Sebbene un poco datata, l’opera da cui questa citazione è tratta ci illustra la realtà dell’ascesa inesorabile della potenza cinese che rivendica ed assume chiaramente le sue ambizioni imperialistiche planetarie. In effetti, l’essenziale degli elementi avanzati dagli autori nel descrivere le prospettive delle relazioni tra Cina e Stati Uniti corrispondono largamente a ciò che vediamo oggi, come dimostra, ad esempio, Le Monde diplomatique di settembre 2008 in un articolo dal titolo “Rivalità militari in Asia: La Cina afferma le sue ambizioni navali”: “(…) Tuttavia, Taiwan non è che uno dei pezzi di una vasta sfida marittima. La Cina si contrappone al Giappone a proposito delle isole Diaoyu (Sankaku in giapponese), vicino all’isola di Okinawa, che ospita una base americana.

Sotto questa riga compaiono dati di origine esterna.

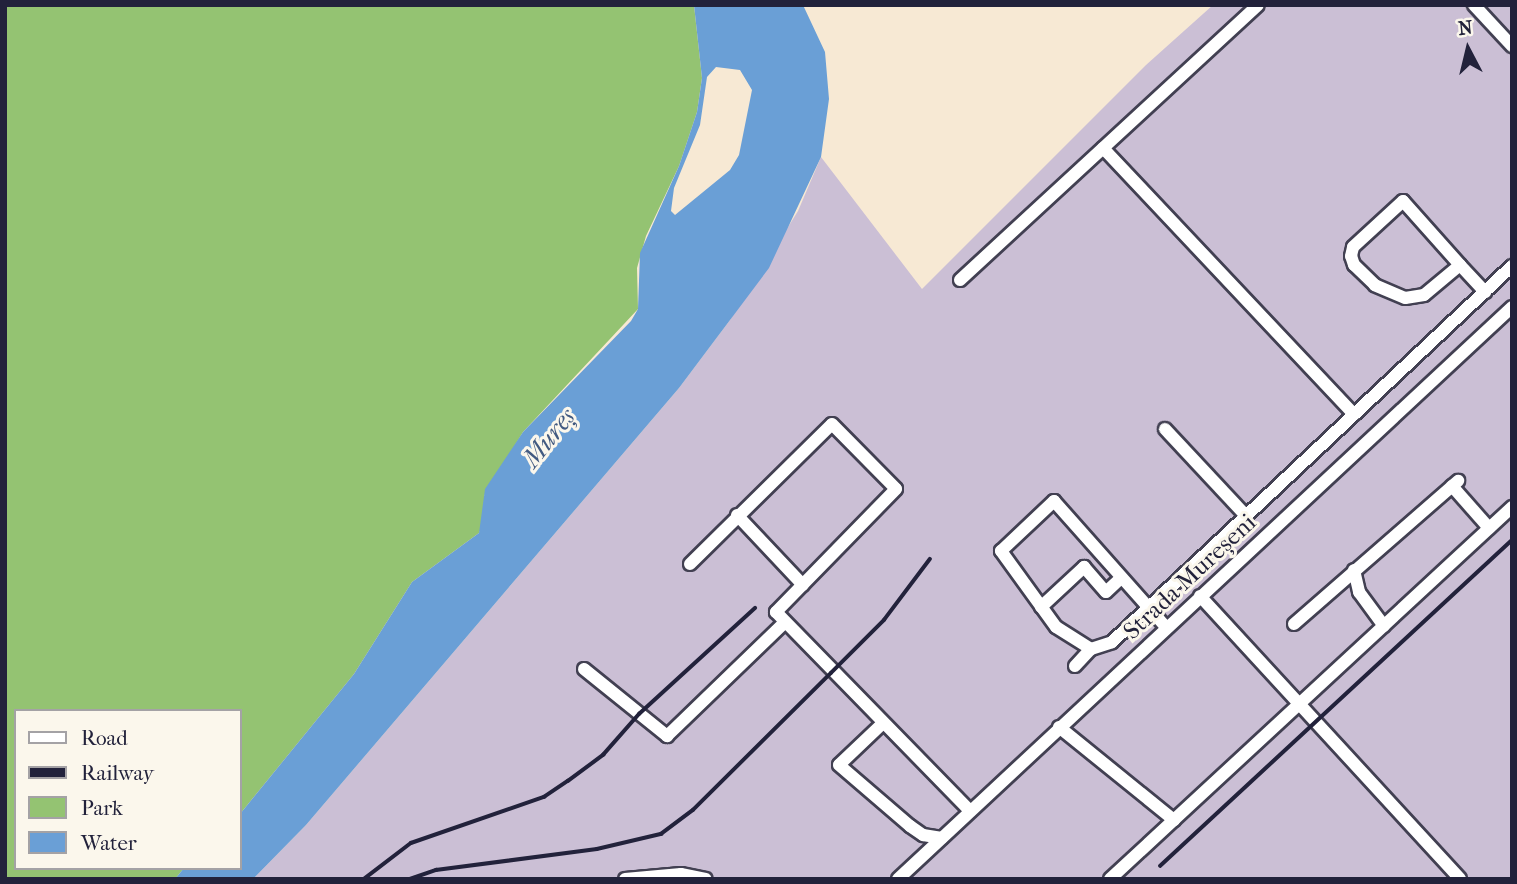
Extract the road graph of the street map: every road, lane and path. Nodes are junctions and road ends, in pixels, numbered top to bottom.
1 (1258, 5) edge
2 (1474, 5) edge
3 (1512, 46) edge
4 (1103, 148) junction
5 (1460, 265) junction
6 (1512, 266) edge
7 (960, 281) dead end
8 (1485, 292) junction
9 (1512, 307) edge
10 (1354, 414) junction
11 (1165, 429) dead end
12 (1512, 507) edge
13 (737, 515) junction
14 (1246, 516) junction
15 (1489, 528) junction
16 (690, 564) dead end
17 (1354, 570) junction
18 (1121, 578) junction
19 (803, 585) junction
20 (1200, 596) junction
21 (1041, 607) junction
22 (1147, 608) junction
23 (785, 622) junction
24 (1294, 624) dead end
25 (1384, 626) junction
26 (1166, 628) junction
27 (1091, 649) junction
28 (1075, 666) dead end
29 (584, 669) dead end
30 (1300, 704) junction
31 (882, 724) junction
32 (1059, 727) junction
33 (970, 811) junction
34 (1174, 820) junction
35 (942, 838) junction
36 (664, 877) edge
37 (625, 879) edge
38 (706, 879) edge
39 (898, 879) edge
40 (1110, 879) edge
41 (1460, 879) edge

1 - 4 street
2 - 3 street
4 - 7 street
4 - 10 street
5 - 5 street
5 - 8 street
6 - 8 street
8 - 10 street
9 - 20 street, Strada Mureșeni
10 - 14 street
11 - 14 street
12 - 15 street
13 - 16 street
13 - 19 street
13 - 19 street
14 - 22 street
15 - 17 street
15 - 25 street
17 - 24 street
17 - 25 street
18 - 21 street
18 - 21 street
18 - 22 street
19 - 23 street
20 - 26 street, Strada Mureșeni
20 - 30 street
21 - 27 street
22 - 26 street
22 - 27 street
23 - 29 street
23 - 31 street
25 - 30 street
26 - 32 street, Strada Mureșeni
27 - 28 street
30 - 34 street
30 - 41 street
31 - 33 street
31 - 35 street
32 - 33 street, Strada Mureșeni
32 - 34 street
33 - 35 street, Strada Mureșeni
34 - 40 street
35 - 39 street, Strada Mureșeni
36 - 37 street
36 - 38 street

Tokio martella che la sua ZEE si estende a 450 chilometri ad ovest dell’arcipelago, ciò che Pechino contesta rivendicando l’insieme della piattaforma continentale che prolunga il suo territorio nel mare della Cina orientale. Posta annessa al conflitto: un giacimento che potrebbe fornire fino a 200 miliardi di metri cubi di gas. La Cina contende inoltre a Taiwan, al Vietnam, alle Filippine, alla Malaysia, al Brunei ed all’Indonesia le isole Spratleys (Nansha in cinese) e l’arcipelago dei Pratas (Dongsha). Si massacra col Vietnam e Taiwan per l’arcipelago di Paracel (Xisha).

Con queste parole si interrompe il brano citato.